Stimulating the economy when other sectors are dropping is an effort to dissipate negative economic divergences and bring them back to a positive condition while avoiding the pain that they normally bring.

What are divergences anyway? Divergences are out of balance conditions where one or more elements show an opposing force or direction. Small divergences can go unnoticed and have little or no impact on the market or economy. Multiple or even "single" large divergences can eventually overpower any opposing force to bring them out of a divergent condition. When two opposing forces are divergent, the two always end up coming to a state of balance where their extreme readings "net out" and a state of balance is achieved.

So, this morning, we will look for out-of-balance or divergent stock market conditions.

Our first look will be at the Long Term VIX (Volatility Index) which measures the implied degree of risk in the market. Since 2003, the VIX has had a perfect record of tracing out the concentric circle pattern below. So perfect, that the VIX bottomed out at the lower circle's support 11 out of 11 times and then rose higher with the market moving down.

The ebb and flow of this phenomena was a display of natural market forces not being interfered with. That all changed when two things happened ... When the Fed said that they would no longer publish M3, and when Bernanke came into the picture. And then ... the normal cycles and balance of the VIX's concentric circle pattern was altered and forced out of the circle. By definition, this is a Divergent condition from the normal balance condition of the market.

Divergent, because bonds have been depicting a future problem with the economy and the Fed calls it a conundrum while throwing huge amounts of money at the problem in an effort to give us a positive yield curve. Divergent, because we have had the worse housing slow down in years and the economy hasn't felt any impact ... because of the 10% increase in M3 injected by the Fed to "counter balance and offset" the negative, divergent economic implications of these events.

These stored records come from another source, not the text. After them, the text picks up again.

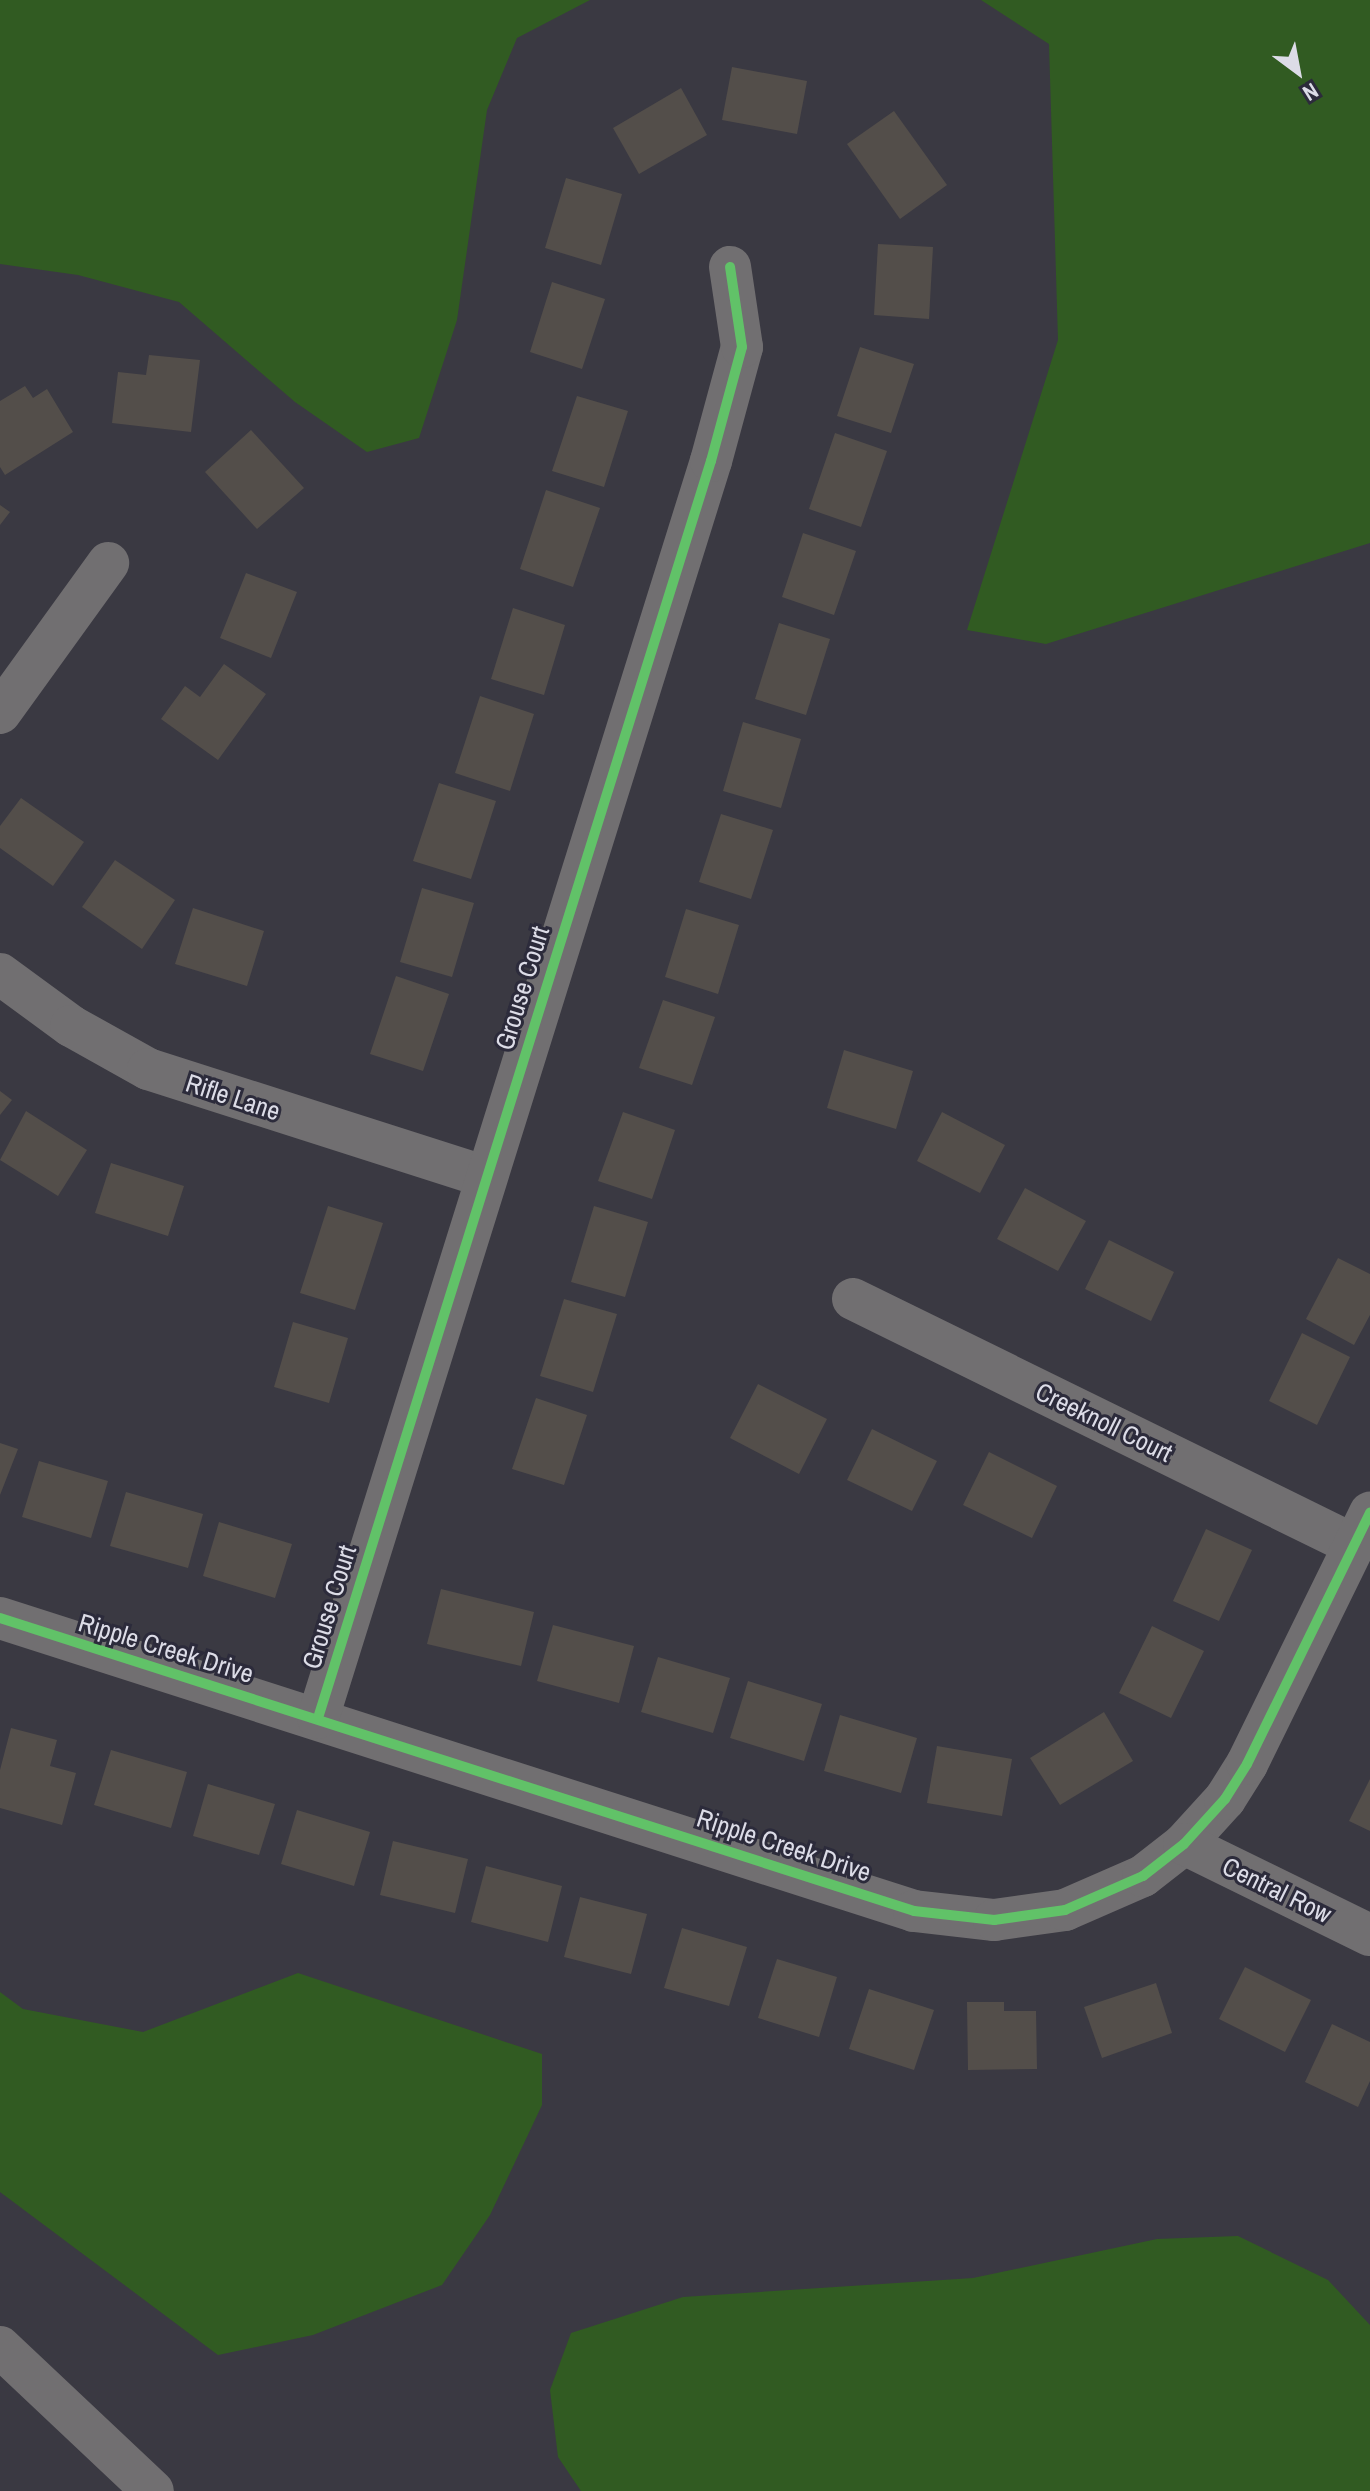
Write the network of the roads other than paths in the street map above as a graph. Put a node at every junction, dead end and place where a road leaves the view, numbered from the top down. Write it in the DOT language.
graph roads {
  1 [pos="730,267"];
  2 [pos="108,563"];
  3 [pos="0,713"];
  4 [pos="0,974"];
  5 [pos="486,1177"];
  6 [pos="853,1299"];
  7 [pos="1362,1529"];
  8 [pos="0,1618"];
  9 [pos="318,1718"];
  10 [pos="1184,1844"];
  11 [pos="1370,1935"];
  12 [pos="0,2347"];
  13 [pos="153,2491"];
  1 -- 5 [label="street, Grouse Court"];
  2 -- 3 [label="street"];
  4 -- 5 [label="street, Rifle Lane"];
  5 -- 9 [label="street, Grouse Court"];
  6 -- 7 [label="street, Creeknoll Court"];
  7 -- 10 [label="street, Ripple Creek Drive"];
  8 -- 9 [label="street, Ripple Creek Drive"];
  9 -- 10 [label="street, Ripple Creek Drive"];
  10 -- 11 [label="street, Central Row"];
  12 -- 13 [label="street"];
}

The problem is that if all the Fed M3 injections can't reign in and eliminate the divergences, and the divergences continue to expand, then the Fed will lose the ability to stimulate or manipulate the economy in an opposing direction.

The measure of the Fed's progress of solving any negative economic problem, and avoiding a recession can be seen by looking at market divergences. If the divergences are dissipating, then the dangers they are trying to avoid would be dissipating at the same time. If the divergences are remaining or increasing, then they would be facing an growing problem that would require extraordinary amounts of M3 increases to overcome ... and this would devalue the Dollar further. The Fed is quickly getting themselves in between a "rock and a hard place".

Let's now take a look at some the divergences that we see.

First, the VIX's concentric circle has clearly broken out of its cycle pattern and reached an "all time low" Volatility level last week. The implied message is that there is less market risk now then there has been since the beginning of the pattern back in 2003. The problem the Fed has, its that it is taking greater and greater amounts of liquidity injections to keep it at this same low level.

But, all is fine because the Dow Jones Industrials is reaching new highs ... right?

While the DOW is looking great, we have some fairly large and growing divergences as seen in the chart below.

The first is the Transports which is starting to worry many Dow Theorists. Note that the Transports is in a Divergent down trend to the DOW. Each rise against its resistance line has resulted in a lower top.

The next large divergence, also has many analyst worried ... and that is the SOX (the Semiconductor index).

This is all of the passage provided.